ACTIVITY
Filter the entries for the string "Boulevard". Copy each line that has it.

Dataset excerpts
• • • • •
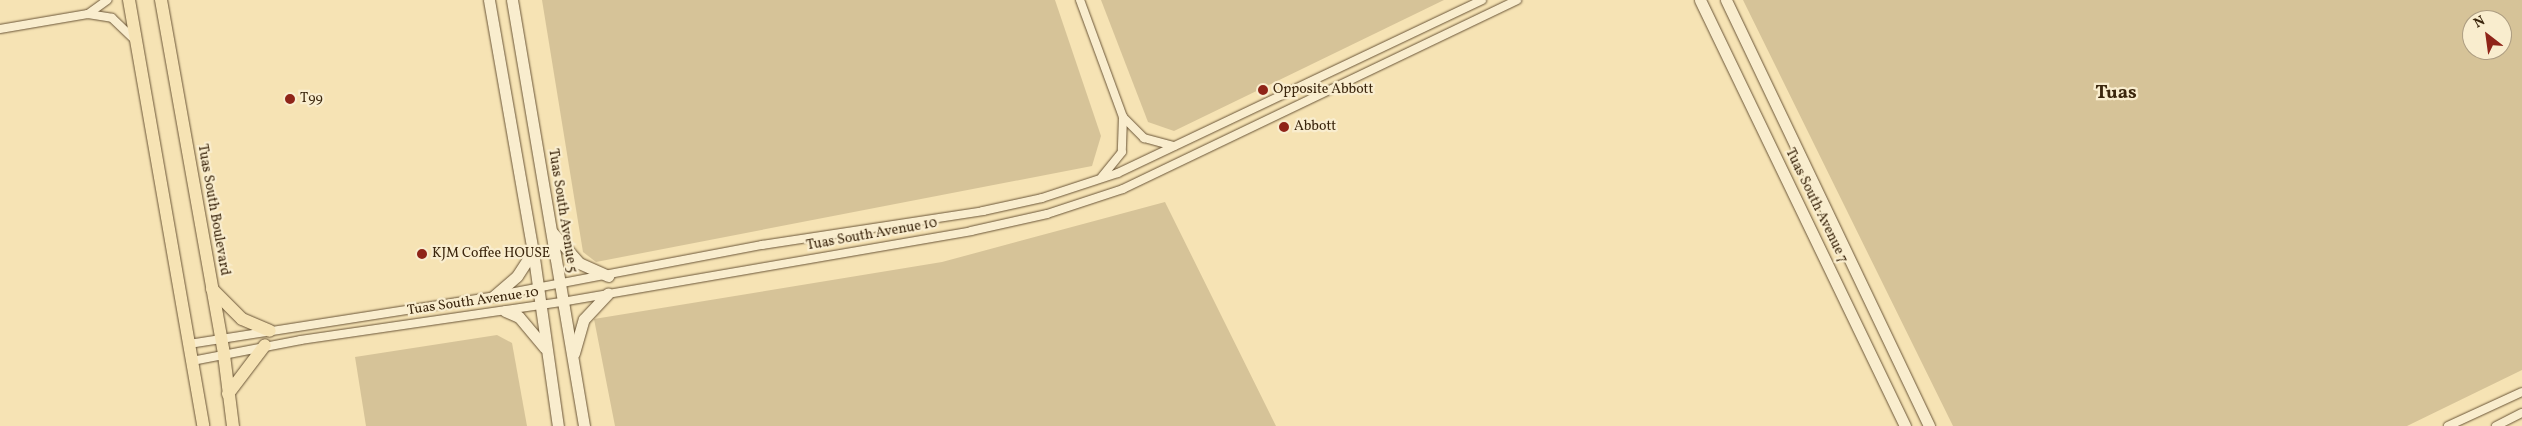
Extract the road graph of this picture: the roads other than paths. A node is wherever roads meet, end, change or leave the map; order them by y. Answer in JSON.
{"nodes":[{"id":1,"x":108,"y":0,"type":"edge"},
{"id":2,"x":130,"y":0,"type":"edge"},
{"id":3,"x":160,"y":0,"type":"edge"},
{"id":4,"x":489,"y":0,"type":"edge"},
{"id":5,"x":512,"y":0,"type":"edge"},
{"id":6,"x":1080,"y":0,"type":"edge"},
{"id":7,"x":1482,"y":0,"type":"edge"},
{"id":8,"x":1516,"y":0,"type":"edge"},
{"id":9,"x":1700,"y":0,"type":"edge"},
{"id":10,"x":1726,"y":0,"type":"edge"},
{"id":11,"x":88,"y":14,"type":"junction"},
{"id":12,"x":0,"y":30,"type":"edge"},
{"id":13,"x":140,"y":44,"type":"junction"},
{"id":14,"x":1123,"y":116,"type":"junction"},
{"id":15,"x":1174,"y":146,"type":"junction"},
{"id":16,"x":1100,"y":178,"type":"junction"},
{"id":17,"x":551,"y":231,"type":"junction"},
{"id":18,"x":533,"y":251,"type":"junction"},
{"id":19,"x":608,"y":276,"type":"junction"},
{"id":20,"x":559,"y":284,"type":"junction"},
{"id":21,"x":537,"y":288,"type":"junction"},
{"id":22,"x":212,"y":289,"type":"junction"},
{"id":23,"x":608,"y":293,"type":"junction"},
{"id":24,"x":494,"y":296,"type":"junction"},
{"id":25,"x":562,"y":302,"type":"junction"},
{"id":26,"x":540,"y":305,"type":"junction"},
{"id":27,"x":504,"y":311,"type":"junction"},
{"id":28,"x":270,"y":331,"type":"junction"},
{"id":29,"x":221,"y":339,"type":"junction"},
{"id":30,"x":189,"y":344,"type":"junction"},
{"id":31,"x":265,"y":346,"type":"junction"},
{"id":32,"x":546,"y":350,"type":"junction"},
{"id":33,"x":224,"y":355,"type":"junction"},
{"id":34,"x":192,"y":361,"type":"junction"},
{"id":35,"x":573,"y":364,"type":"junction"},
{"id":36,"x":2522,"y":392,"type":"edge"},
{"id":37,"x":228,"y":394,"type":"junction"},
{"id":38,"x":2522,"y":413,"type":"edge"},
{"id":39,"x":203,"y":426,"type":"edge"},
{"id":40,"x":233,"y":426,"type":"edge"},
{"id":41,"x":558,"y":426,"type":"edge"},
{"id":42,"x":584,"y":426,"type":"edge"},
{"id":43,"x":1905,"y":426,"type":"edge"},
{"id":44,"x":1929,"y":426,"type":"edge"},
{"id":45,"x":2448,"y":426,"type":"edge"},
{"id":46,"x":2496,"y":426,"type":"edge"}],
"edges":[{"from":1,"to":11,"type":"street"},
{"from":2,"to":13,"type":"main road"},
{"from":3,"to":22,"type":"main road","name":"Tuas South Boulevard"},
{"from":4,"to":18,"type":"main road"},
{"from":5,"to":17,"type":"main road","name":"Tuas South Avenue 5"},
{"from":6,"to":14,"type":"street"},
{"from":7,"to":15,"type":"street","name":"Tuas South Avenue 10"},
{"from":8,"to":23,"type":"street","name":"Tuas South Avenue 10"},
{"from":9,"to":43,"type":"main road","name":"Tuas South Avenue 7"},
{"from":10,"to":44,"type":"main road","name":"Tuas South Avenue 7"},
{"from":11,"to":12,"type":"street"},
{"from":11,"to":13,"type":"street"},
{"from":13,"to":30,"type":"main road"},
{"from":14,"to":15,"type":"street"},
{"from":14,"to":16,"type":"street"},
{"from":15,"to":16,"type":"street","name":"Tuas South Avenue 10"},
{"from":16,"to":19,"type":"street","name":"Tuas South Avenue 10"},
{"from":17,"to":19,"type":"main road"},
{"from":17,"to":20,"type":"main road","name":"Tuas South Avenue 5"},
{"from":18,"to":21,"type":"main road"},
{"from":18,"to":24,"type":"main road"},
{"from":19,"to":20,"type":"street","name":"Tuas South Avenue 10"},
{"from":20,"to":21,"type":"street","name":"Tuas South Avenue 10"},
{"from":20,"to":25,"type":"main road","name":"Tuas South Avenue 5"},
{"from":21,"to":24,"type":"street","name":"Tuas South Avenue 10"},
{"from":21,"to":26,"type":"main road"},
{"from":22,"to":28,"type":"main road"},
{"from":22,"to":29,"type":"main road","name":"Tuas South Boulevard"},
{"from":23,"to":25,"type":"street","name":"Tuas South Avenue 10"},
{"from":23,"to":35,"type":"main road"},
{"from":24,"to":28,"type":"street","name":"Tuas South Avenue 10"},
{"from":25,"to":26,"type":"street","name":"Tuas South Avenue 10"},
{"from":25,"to":35,"type":"main road","name":"Tuas South Avenue 5"},
{"from":26,"to":27,"type":"street","name":"Tuas South Avenue 10"},
{"from":26,"to":32,"type":"main road"},
{"from":27,"to":31,"type":"street","name":"Tuas South Avenue 10"},
{"from":27,"to":32,"type":"main road"},
{"from":28,"to":29,"type":"street","name":"Tuas South Avenue 10"},
{"from":29,"to":30,"type":"street","name":"Tuas South Avenue 10"},
{"from":29,"to":33,"type":"main road","name":"Tuas South Boulevard"},
{"from":30,"to":34,"type":"main road"},
{"from":31,"to":33,"type":"street","name":"Tuas South Avenue 10"},
{"from":31,"to":37,"type":"main road"},
{"from":32,"to":41,"type":"main road"},
{"from":33,"to":34,"type":"street","name":"Tuas South Avenue 10"},
{"from":33,"to":37,"type":"main road","name":"Tuas South Boulevard"},
{"from":34,"to":39,"type":"main road"},
{"from":35,"to":42,"type":"main road","name":"Tuas South Avenue 5"},
{"from":36,"to":45,"type":"street"},
{"from":37,"to":40,"type":"main road","name":"Tuas South Boulevard"},
{"from":38,"to":46,"type":"street"}]}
• • • • •
TASK RESULT
{"from":3,"to":22,"type":"main road","name":"Tuas South Boulevard"},
{"from":22,"to":29,"type":"main road","name":"Tuas South Boulevard"},
{"from":29,"to":33,"type":"main road","name":"Tuas South Boulevard"},
{"from":33,"to":37,"type":"main road","name":"Tuas South Boulevard"},
{"from":37,"to":40,"type":"main road","name":"Tuas South Boulevard"},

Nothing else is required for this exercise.